━━━ DATA TO PROCESS ━━━

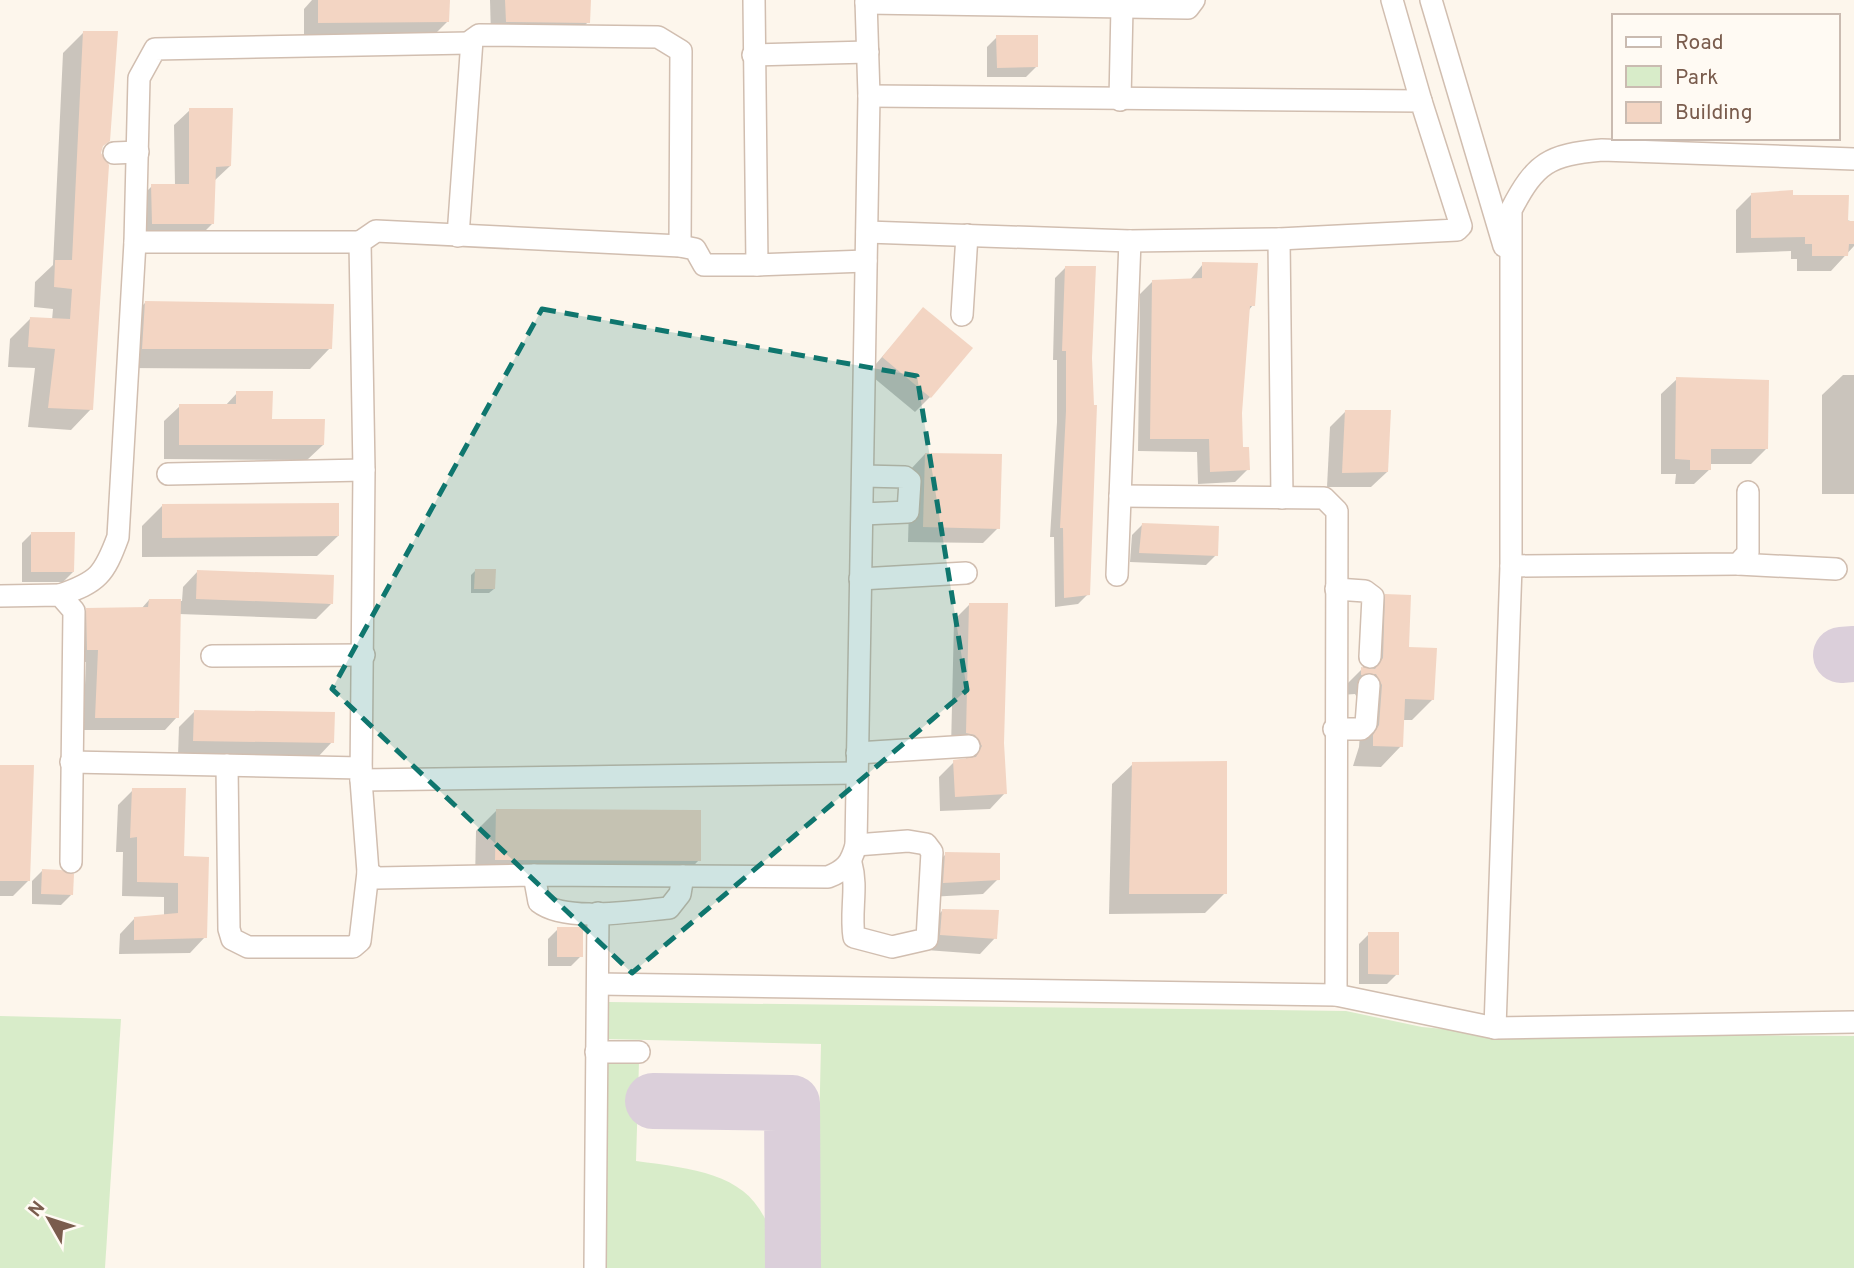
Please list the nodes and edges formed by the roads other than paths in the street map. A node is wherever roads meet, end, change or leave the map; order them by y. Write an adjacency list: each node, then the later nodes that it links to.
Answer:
1 (754, 0): 9 (lane)
2 (1194, 0): 6 (lane)
3 (1392, 0): 12 (lane)
4 (1431, 0): 25 (lane)
5 (866, 1): 6 (lane); 8 (lane)
6 (1122, 7): 11 (lane)
7 (469, 43): 13 (lane); 18 (lane); 23 (lane)
8 (868, 52): 9 (lane); 10 (lane)
9 (753, 55): 26 (lane)
10 (869, 96): 11 (lane); 16 (lane)
11 (1120, 100): 12 (lane)
12 (1421, 101): 19 (lane)
13 (138, 152): 14 (lane); 21 (lane)
14 (114, 153)
15 (1854, 159): 25 (lane)
16 (867, 232): 17 (lane); 24 (lane)
17 (967, 235): 20 (lane); 27 (lane)
18 (458, 236): 22 (lane); 23 (lane)
19 (1279, 240): 20 (lane); 33 (lane)
20 (1130, 241): 32 (lane)
21 (135, 242): 22 (lane); 42 (lane)
22 (360, 242): 28 (lane)
23 (680, 246): 26 (lane)
24 (866, 261): 26 (lane); 30 (lane)
25 (1509, 264): 36 (lane)
26 (757, 265)
27 (962, 315)
28 (364, 470): 29 (lane); 44 (lane)
29 (168, 474)
30 (863, 476): 34 (lane); 34 (lane)
31 (1748, 492): 35 (lane)
32 (1120, 496): 33 (lane); 39 (lane)
33 (1282, 498): 41 (lane)
34 (863, 514): 40 (lane)
35 (1738, 564): 36 (lane); 37 (lane)
36 (1511, 566): 63 (lane)
37 (1836, 569)
38 (966, 573): 40 (lane)
39 (1117, 575)
40 (860, 579): 51 (lane)
41 (1336, 589): 46 (lane); 48 (lane)
42 (60, 595): 43 (lane); 50 (lane)
43 (0, 596)
44 (363, 655): 45 (lane); 53 (lane)
45 (212, 656)
46 (1370, 656)
47 (1369, 685): 48 (lane)
48 (1334, 729): 61 (lane)
49 (969, 746): 51 (lane)
50 (71, 762): 52 (lane); 55 (lane)
51 (857, 763): 53 (lane); 54 (lane)
52 (227, 765): 53 (lane); 56 (lane)
53 (361, 774): 56 (lane)
54 (854, 854): 54 (lane); 58 (lane)
55 (71, 862)
56 (368, 872): 57 (lane)
57 (534, 875): 58 (lane); 59 (lane)
58 (683, 876): 59 (lane)
59 (598, 913): 60 (lane)
60 (598, 984): 61 (lane); 64 (lane)
61 (1336, 995): 63 (lane)
62 (1854, 1022): 63 (lane)
63 (1495, 1028)
64 (596, 1052): 65 (lane); 66 (lane)
65 (639, 1052)
66 (595, 1268)

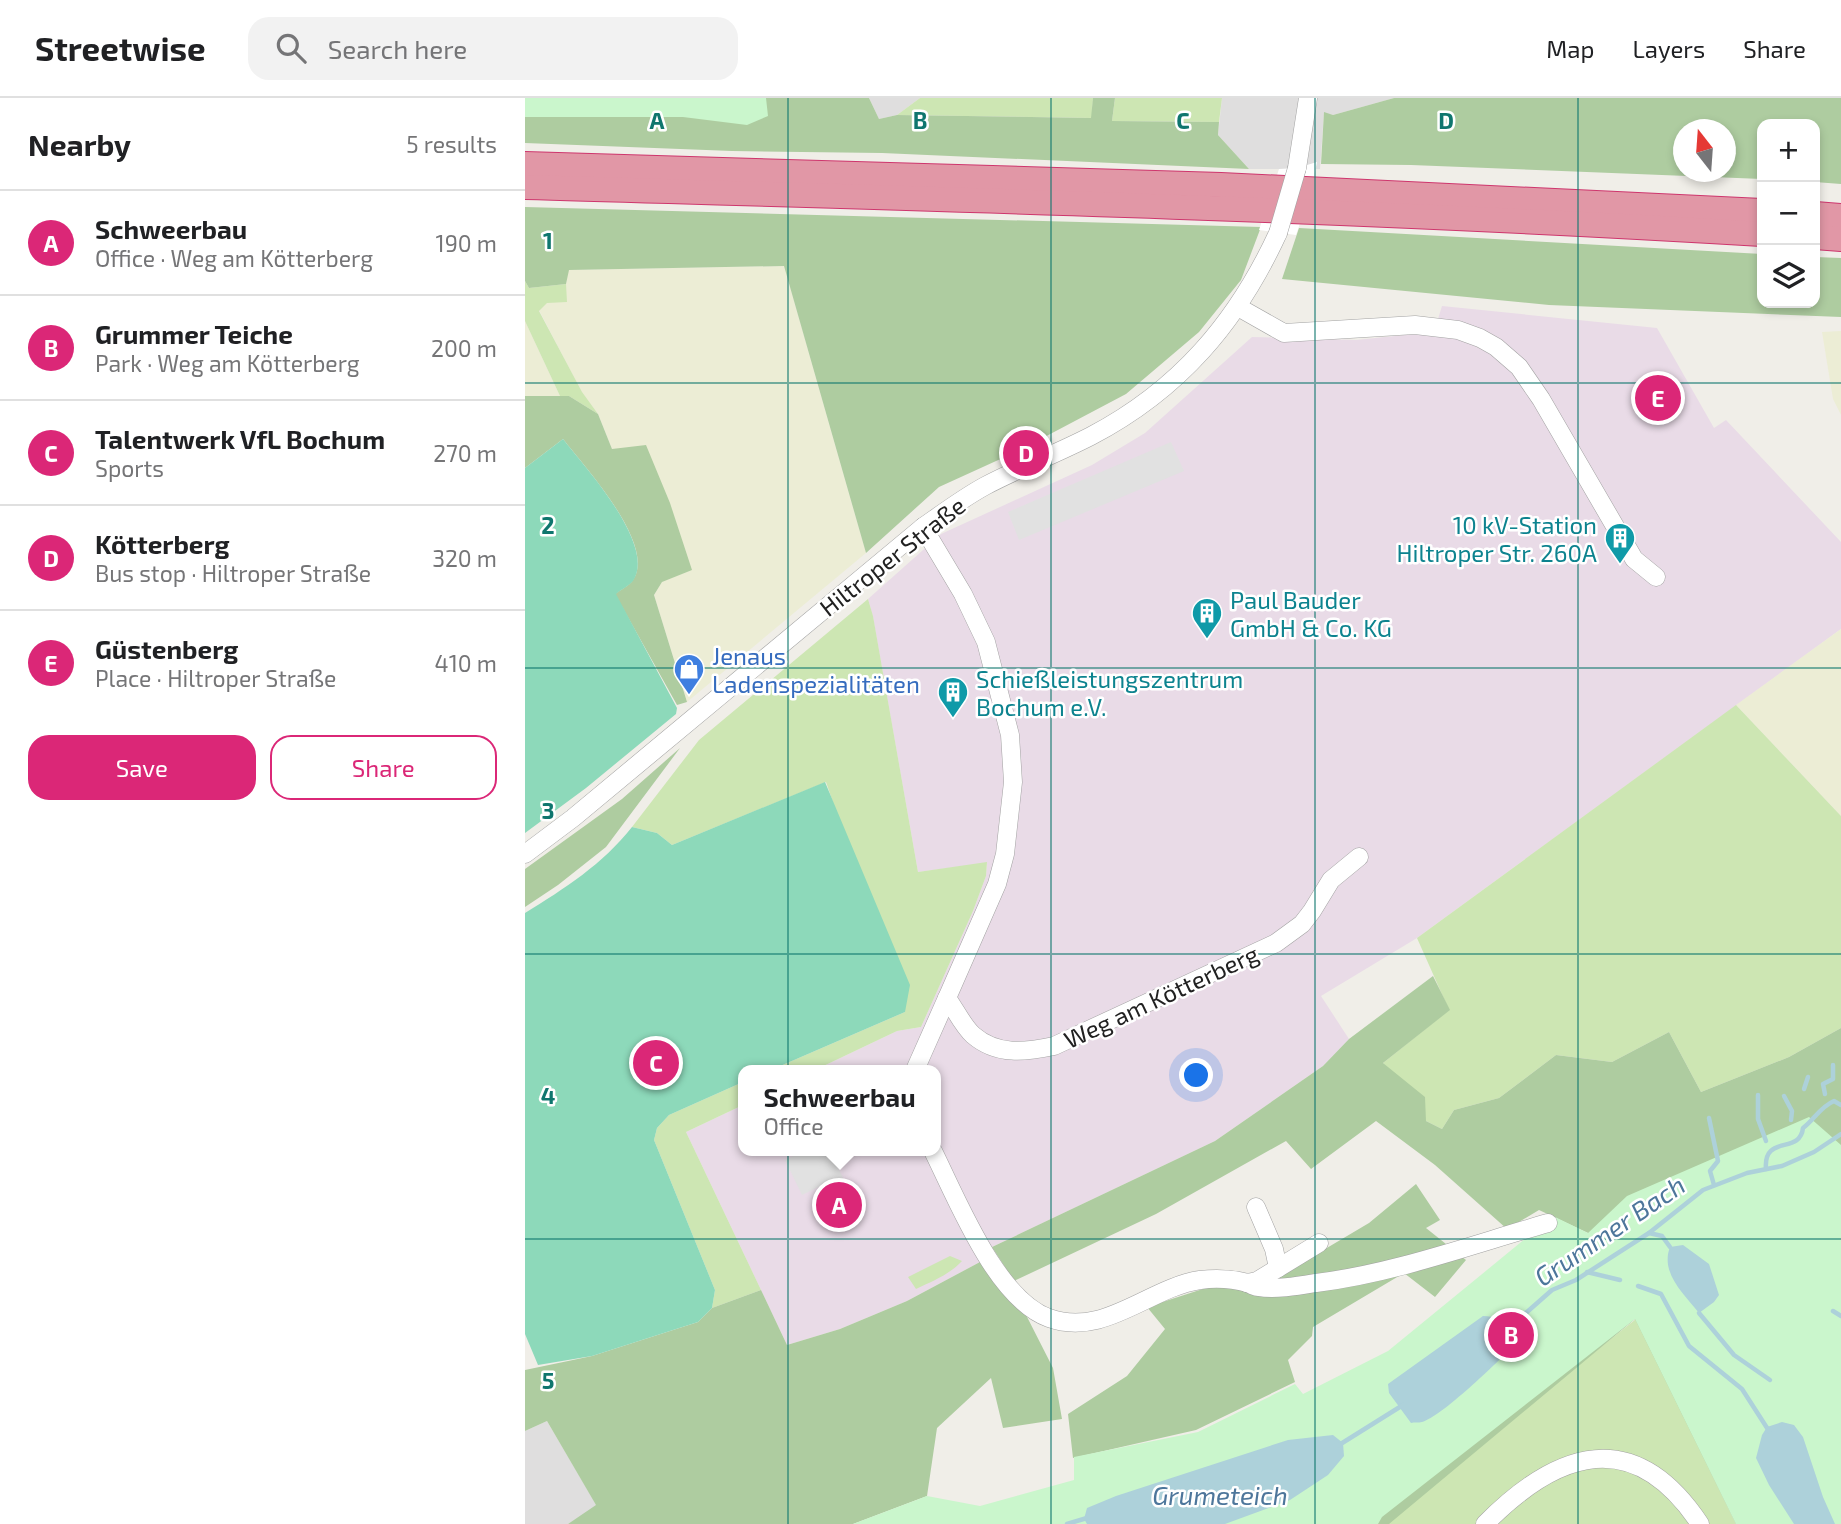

━━━

■ **PROMPT**: What is needed is an exact transcription of every entry, minus the pictures.

■ **ANSWER AREA**:
Please list the nodes and edges formed by the roads other than paths in the street map. A node is wherever roads meet, end, change or leave the map; order them by y. Write an adjacency list: each node, then the later nodes that it links to.
Answer:
1 (754, 0): 9 (lane)
2 (1194, 0): 6 (lane)
3 (1392, 0): 12 (lane)
4 (1431, 0): 25 (lane)
5 (866, 1): 6 (lane); 8 (lane)
6 (1122, 7): 11 (lane)
7 (469, 43): 13 (lane); 18 (lane); 23 (lane)
8 (868, 52): 9 (lane); 10 (lane)
9 (753, 55): 26 (lane)
10 (869, 96): 11 (lane); 16 (lane)
11 (1120, 100): 12 (lane)
12 (1421, 101): 19 (lane)
13 (138, 152): 14 (lane); 21 (lane)
14 (114, 153)
15 (1854, 159): 25 (lane)
16 (867, 232): 17 (lane); 24 (lane)
17 (967, 235): 20 (lane); 27 (lane)
18 (458, 236): 22 (lane); 23 (lane)
19 (1279, 240): 20 (lane); 33 (lane)
20 (1130, 241): 32 (lane)
21 (135, 242): 22 (lane); 42 (lane)
22 (360, 242): 28 (lane)
23 (680, 246): 26 (lane)
24 (866, 261): 26 (lane); 30 (lane)
25 (1509, 264): 36 (lane)
26 (757, 265)
27 (962, 315)
28 (364, 470): 29 (lane); 44 (lane)
29 (168, 474)
30 (863, 476): 34 (lane); 34 (lane)
31 (1748, 492): 35 (lane)
32 (1120, 496): 33 (lane); 39 (lane)
33 (1282, 498): 41 (lane)
34 (863, 514): 40 (lane)
35 (1738, 564): 36 (lane); 37 (lane)
36 (1511, 566): 63 (lane)
37 (1836, 569)
38 (966, 573): 40 (lane)
39 (1117, 575)
40 (860, 579): 51 (lane)
41 (1336, 589): 46 (lane); 48 (lane)
42 (60, 595): 43 (lane); 50 (lane)
43 (0, 596)
44 (363, 655): 45 (lane); 53 (lane)
45 (212, 656)
46 (1370, 656)
47 (1369, 685): 48 (lane)
48 (1334, 729): 61 (lane)
49 (969, 746): 51 (lane)
50 (71, 762): 52 (lane); 55 (lane)
51 (857, 763): 53 (lane); 54 (lane)
52 (227, 765): 53 (lane); 56 (lane)
53 (361, 774): 56 (lane)
54 (854, 854): 54 (lane); 58 (lane)
55 (71, 862)
56 (368, 872): 57 (lane)
57 (534, 875): 58 (lane); 59 (lane)
58 (683, 876): 59 (lane)
59 (598, 913): 60 (lane)
60 (598, 984): 61 (lane); 64 (lane)
61 (1336, 995): 63 (lane)
62 (1854, 1022): 63 (lane)
63 (1495, 1028)
64 (596, 1052): 65 (lane); 66 (lane)
65 (639, 1052)
66 (595, 1268)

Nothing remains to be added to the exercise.